# Exercise brief:
Return the line that contains "Build a routing" plus every line after it to the end of the entries below, exactly as given, and stop there.

[[ Working data open ]]

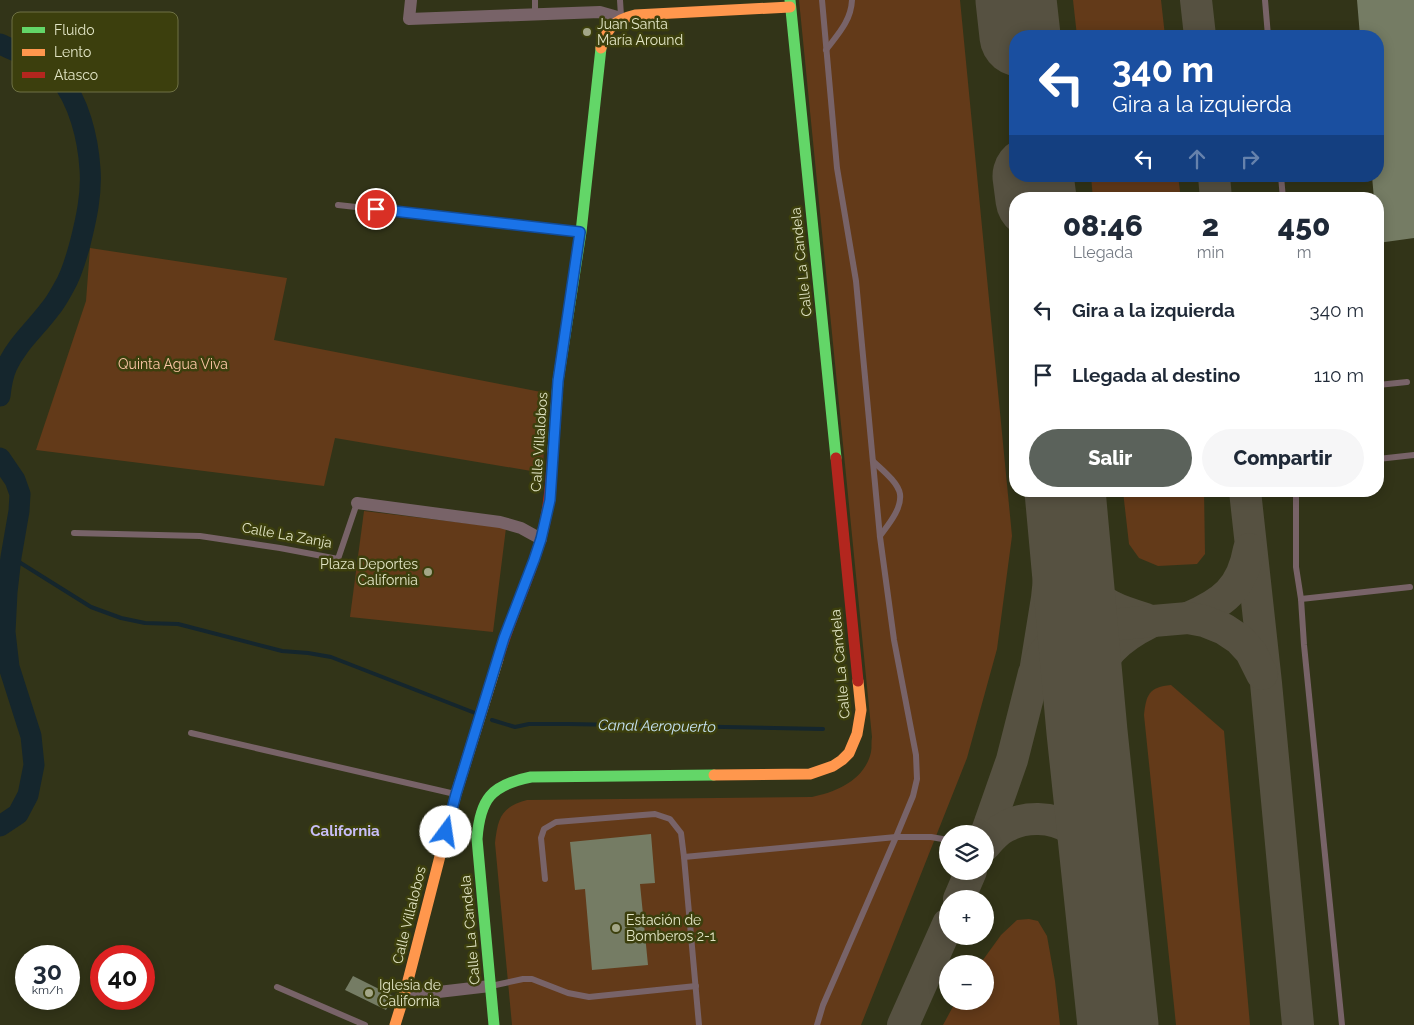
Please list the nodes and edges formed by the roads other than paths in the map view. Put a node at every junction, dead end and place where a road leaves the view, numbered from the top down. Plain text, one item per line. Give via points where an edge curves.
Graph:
1 (411, 0) edge
2 (535, 0) edge
3 (620, 0) edge
4 (822, 0) edge
5 (852, 0) edge
6 (1264, 0) edge
7 (790, 4) edge
8 (535, 13) junction
9 (621, 18) junction
10 (1267, 30) edge
11 (826, 50) junction
12 (338, 205) dead end
13 (580, 232) junction
14 (1407, 382) dead end
15 (1384, 384) edge
16 (1414, 455) edge
17 (1384, 458) edge
18 (872, 461) junction
19 (1296, 497) edge
20 (357, 503) joint
21 (74, 533) dead end
22 (880, 537) junction
23 (541, 539) junction
24 (1410, 587) dead end
25 (1301, 600) junction
26 (191, 733) dead end
27 (456, 794) junction
28 (896, 837) junction
29 (939, 838) edge
30 (684, 857) junction
31 (544, 879) dead end
32 (490, 986) junction
33 (696, 986) junction
34 (277, 987) dead end
35 (404, 996) junction
36 (365, 1025) edge
37 (395, 1025) edge
38 (494, 1025) edge
39 (700, 1025) edge
40 (817, 1025) edge
41 (1342, 1025) edge

1 - 8 street via 409,19
2 - 8 lane
3 - 9 lane
4 - 11 lane
5 - 11 lane via 845,24
6 - 10 lane
7 - 9 street
7 - 32 street, Calle La Candela via 861,710 856,741 850,752 832,768 810,774 531,778 505,784 495,791 480,813 477,838
8 - 9 street via 600,12
9 - 13 street, Calle Villalobos via 605,35 600,53
11 - 18 lane via 837,168 856,281
12 - 13 lane
13 - 23 street, Calle Villalobos via 558,381 550,500
14 - 15 lane
16 - 17 lane
18 - 22 lane
18 - 22 lane via 892,480 900,494 899,505
19 - 25 lane via 1296,567
20 - 21 lane, Calle La Zanja via 338,559 200,536
20 - 23 street, Calle La Zanja via 500,522 521,528
22 - 28 lane via 894,640 916,755 917,779 913,796
23 - 27 street, Calle Villalobos via 504,638
24 - 25 lane
25 - 41 lane
26 - 27 lane
27 - 35 street, Calle Villalobos
28 - 29 lane
28 - 30 lane
28 - 40 lane via 823,1004
30 - 31 lane via 681,833 670,819 655,814 556,822 544,829 541,838
30 - 33 lane
32 - 33 lane via 532,980 589,997
32 - 35 street
32 - 38 street, Calle La Candela
33 - 39 lane
34 - 36 lane
35 - 37 street, Calle Villalobos

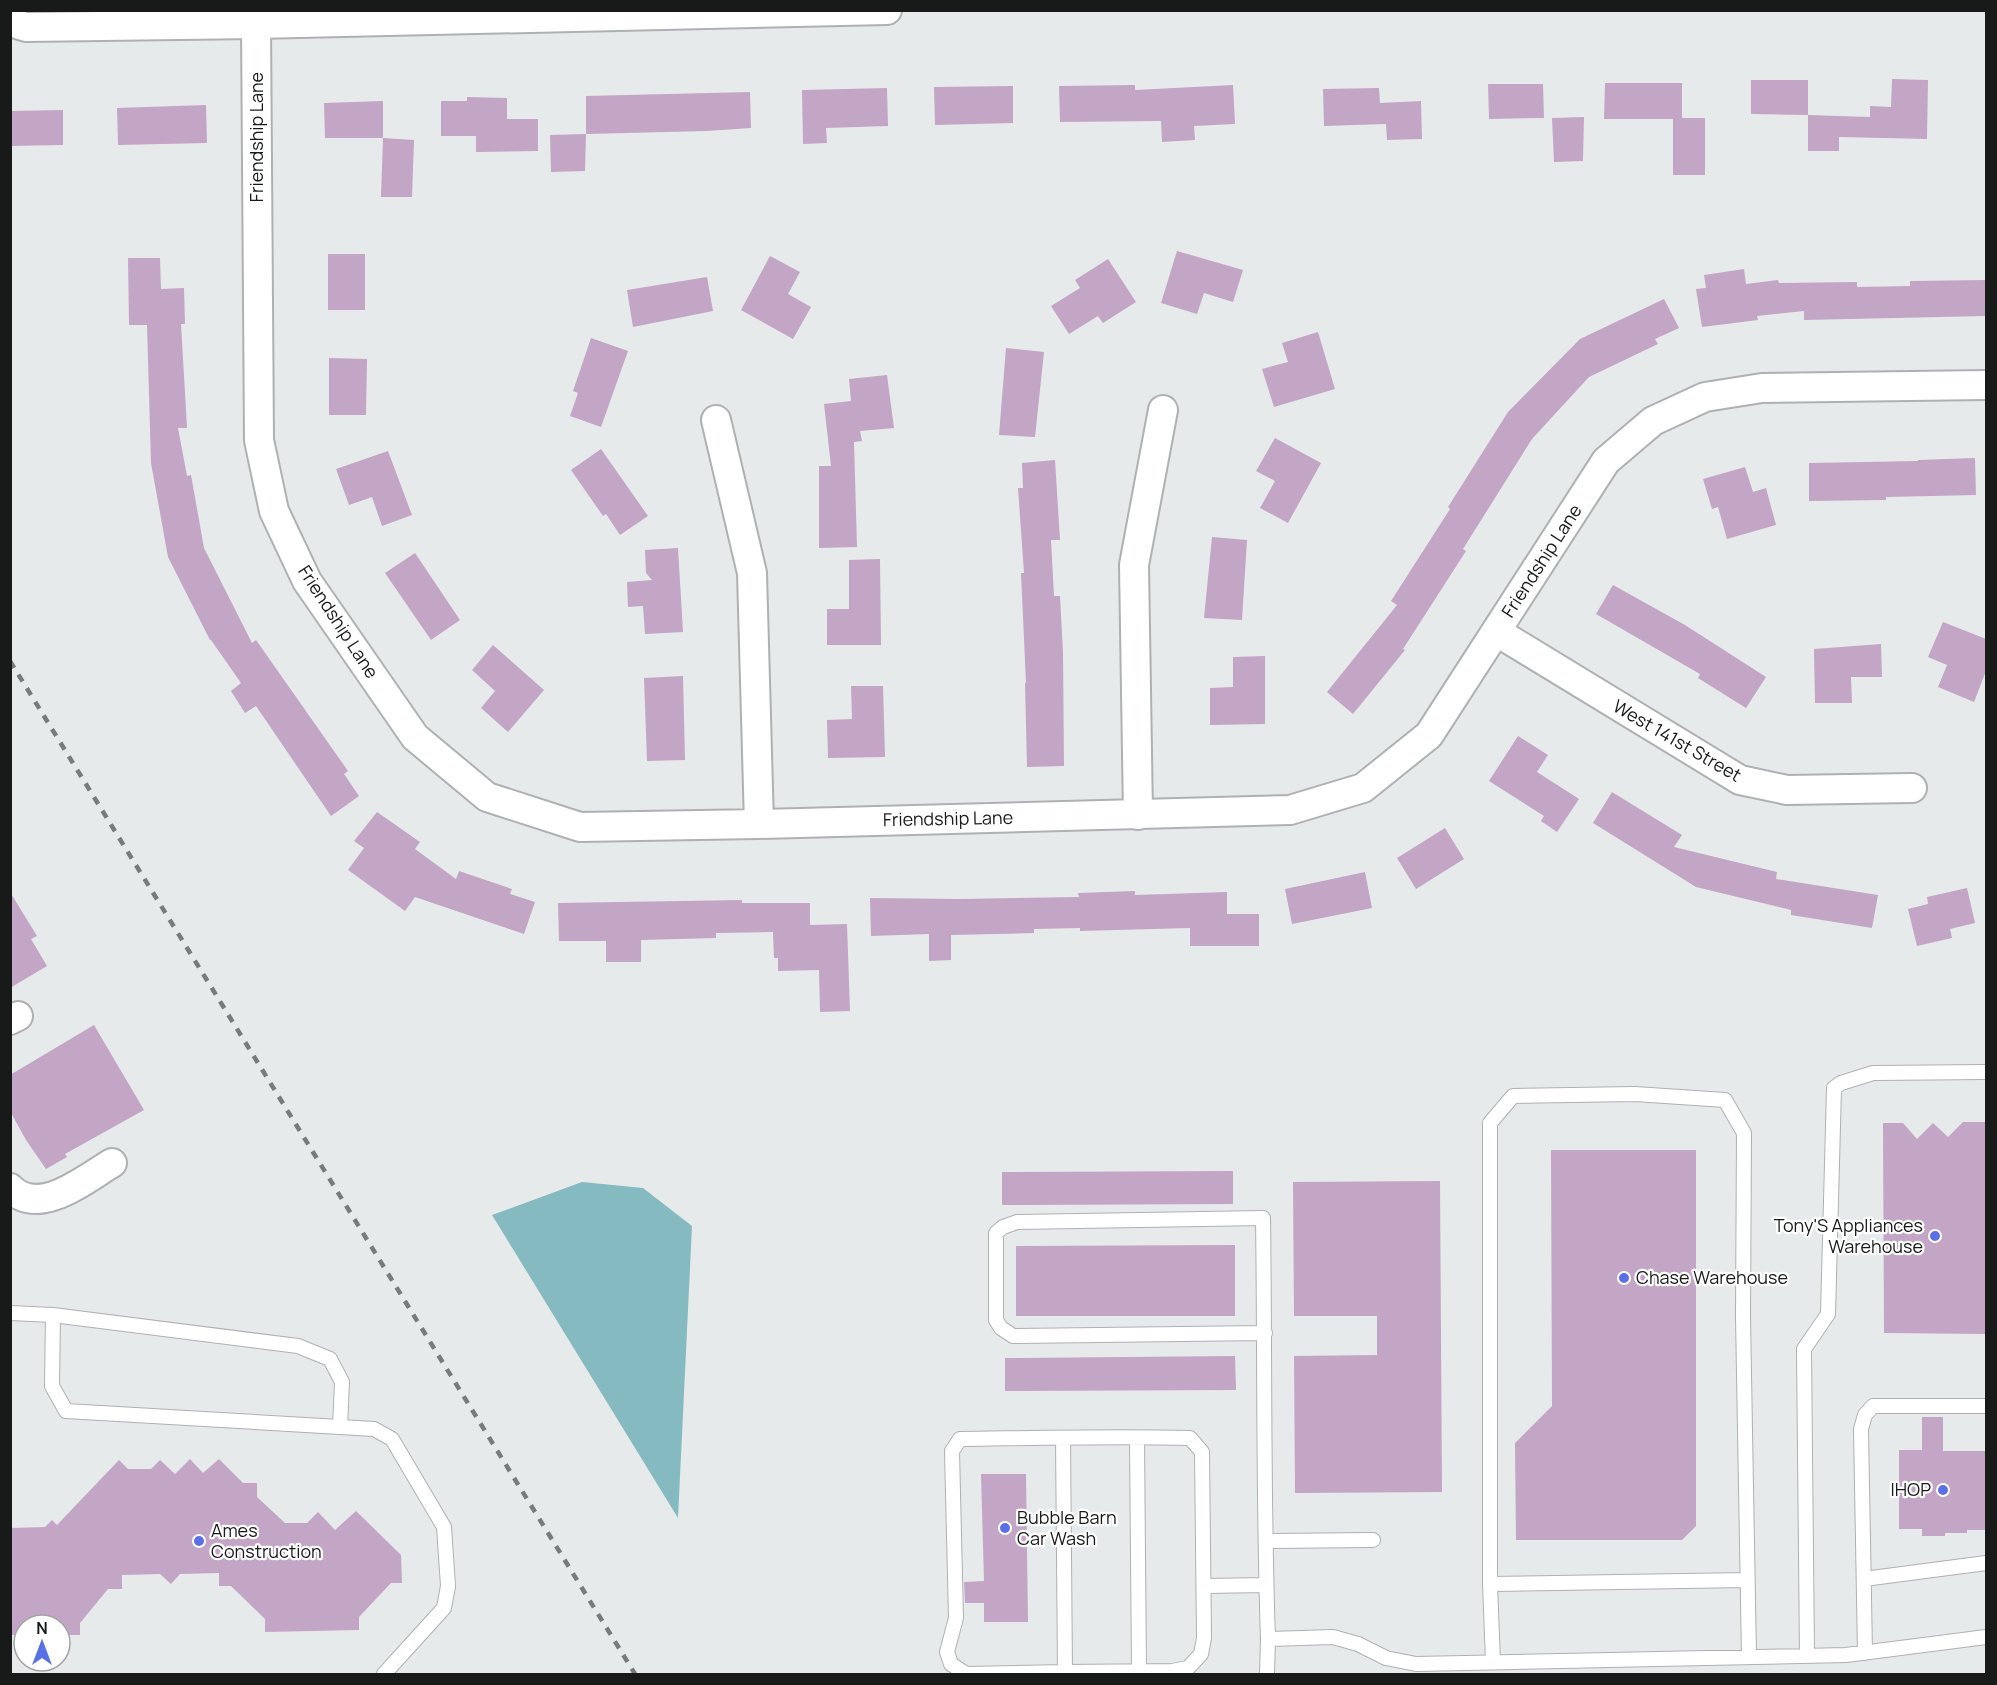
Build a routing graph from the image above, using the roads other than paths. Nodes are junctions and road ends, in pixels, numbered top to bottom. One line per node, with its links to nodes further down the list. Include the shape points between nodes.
1 (887, 10): 3 (street)
2 (10, 21): 3 (street, via 26,27)
3 (256, 24): 10 (street, Friendship Lane, via 259,440 274,510 307,581 415,737 487,797 580,827)
4 (1986, 385): 7 (street, Friendship Lane, via 1762,388 1705,397 1653,421 1606,461)
5 (1163, 411): 9 (street, via 1134,566)
6 (716, 420): 10 (street, via 752,573)
7 (1497, 632): 8 (street, West 141st Street, via 1740,780 1787,790); 9 (street, Friendship Lane, via 1429,735 1363,788 1290,810)
8 (1912, 788)
9 (1138, 815): 10 (street, Friendship Lane)
10 (759, 824)
11 (1986, 1072): 32 (lane, via 1863,1074 1834,1088 1828,1314 1804,1349)
12 (112, 1163): 13 (street, via 61,1194 38,1200 16,1194)
13 (10, 1188)
14 (10, 1313): 15 (lane)
15 (53, 1315): 18 (lane, via 298,1346 330,1359 342,1382); 18 (lane, via 52,1386 66,1411)
16 (1265, 1333): 16 (lane, via 1263,1218 1017,1222 996,1233 996,1320 1013,1336); 22 (lane)
17 (1986, 1406): 24 (lane, via 1873,1406 1865,1415 1861,1429)
18 (340, 1427): 37 (lane, via 374,1429 392,1439 444,1527 448,1586 444,1608)
19 (1063, 1438): 20 (lane); 35 (lane); 35 (lane, via 960,1439 952,1450 956,1618 947,1652 951,1664 966,1674)
20 (1137, 1438): 28 (lane, via 1190,1438 1202,1452); 36 (lane)
21 (1373, 1540): 22 (lane)
22 (1267, 1541): 27 (lane)
23 (1986, 1563): 24 (lane)
24 (1864, 1579): 31 (lane)
25 (1747, 1580): 26 (lane); 26 (lane, via 1744,1133 1725,1100 1635,1094 1514,1096 1490,1123); 33 (lane)
26 (1490, 1584): 34 (lane)
27 (1266, 1585): 28 (lane); 30 (lane)
28 (1204, 1586): 36 (lane, via 1201,1654 1188,1668)
29 (1986, 1637): 31 (lane)
30 (1268, 1639): 34 (lane, via 1333,1637 1386,1658 1416,1664); 38 (lane)
31 (1865, 1653): 32 (lane)
32 (1808, 1656): 33 (lane)
33 (1749, 1657): 34 (lane)
34 (1493, 1662)
35 (1065, 1672): 36 (lane)
36 (1139, 1672)
37 (384, 1674)
38 (1267, 1674)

[[ Working data closed ]]

# Answer for this exercise:
Build a routing graph from the image above, using the roads other than paths. Nodes are junctions and road ends, in pixels, numbered top to bottom. One line per node, with its links to nodes further down the list. Include the shape points between nodes.
1 (887, 10): 3 (street)
2 (10, 21): 3 (street, via 26,27)
3 (256, 24): 10 (street, Friendship Lane, via 259,440 274,510 307,581 415,737 487,797 580,827)
4 (1986, 385): 7 (street, Friendship Lane, via 1762,388 1705,397 1653,421 1606,461)
5 (1163, 411): 9 (street, via 1134,566)
6 (716, 420): 10 (street, via 752,573)
7 (1497, 632): 8 (street, West 141st Street, via 1740,780 1787,790); 9 (street, Friendship Lane, via 1429,735 1363,788 1290,810)
8 (1912, 788)
9 (1138, 815): 10 (street, Friendship Lane)
10 (759, 824)
11 (1986, 1072): 32 (lane, via 1863,1074 1834,1088 1828,1314 1804,1349)
12 (112, 1163): 13 (street, via 61,1194 38,1200 16,1194)
13 (10, 1188)
14 (10, 1313): 15 (lane)
15 (53, 1315): 18 (lane, via 298,1346 330,1359 342,1382); 18 (lane, via 52,1386 66,1411)
16 (1265, 1333): 16 (lane, via 1263,1218 1017,1222 996,1233 996,1320 1013,1336); 22 (lane)
17 (1986, 1406): 24 (lane, via 1873,1406 1865,1415 1861,1429)
18 (340, 1427): 37 (lane, via 374,1429 392,1439 444,1527 448,1586 444,1608)
19 (1063, 1438): 20 (lane); 35 (lane); 35 (lane, via 960,1439 952,1450 956,1618 947,1652 951,1664 966,1674)
20 (1137, 1438): 28 (lane, via 1190,1438 1202,1452); 36 (lane)
21 (1373, 1540): 22 (lane)
22 (1267, 1541): 27 (lane)
23 (1986, 1563): 24 (lane)
24 (1864, 1579): 31 (lane)
25 (1747, 1580): 26 (lane); 26 (lane, via 1744,1133 1725,1100 1635,1094 1514,1096 1490,1123); 33 (lane)
26 (1490, 1584): 34 (lane)
27 (1266, 1585): 28 (lane); 30 (lane)
28 (1204, 1586): 36 (lane, via 1201,1654 1188,1668)
29 (1986, 1637): 31 (lane)
30 (1268, 1639): 34 (lane, via 1333,1637 1386,1658 1416,1664); 38 (lane)
31 (1865, 1653): 32 (lane)
32 (1808, 1656): 33 (lane)
33 (1749, 1657): 34 (lane)
34 (1493, 1662)
35 (1065, 1672): 36 (lane)
36 (1139, 1672)
37 (384, 1674)
38 (1267, 1674)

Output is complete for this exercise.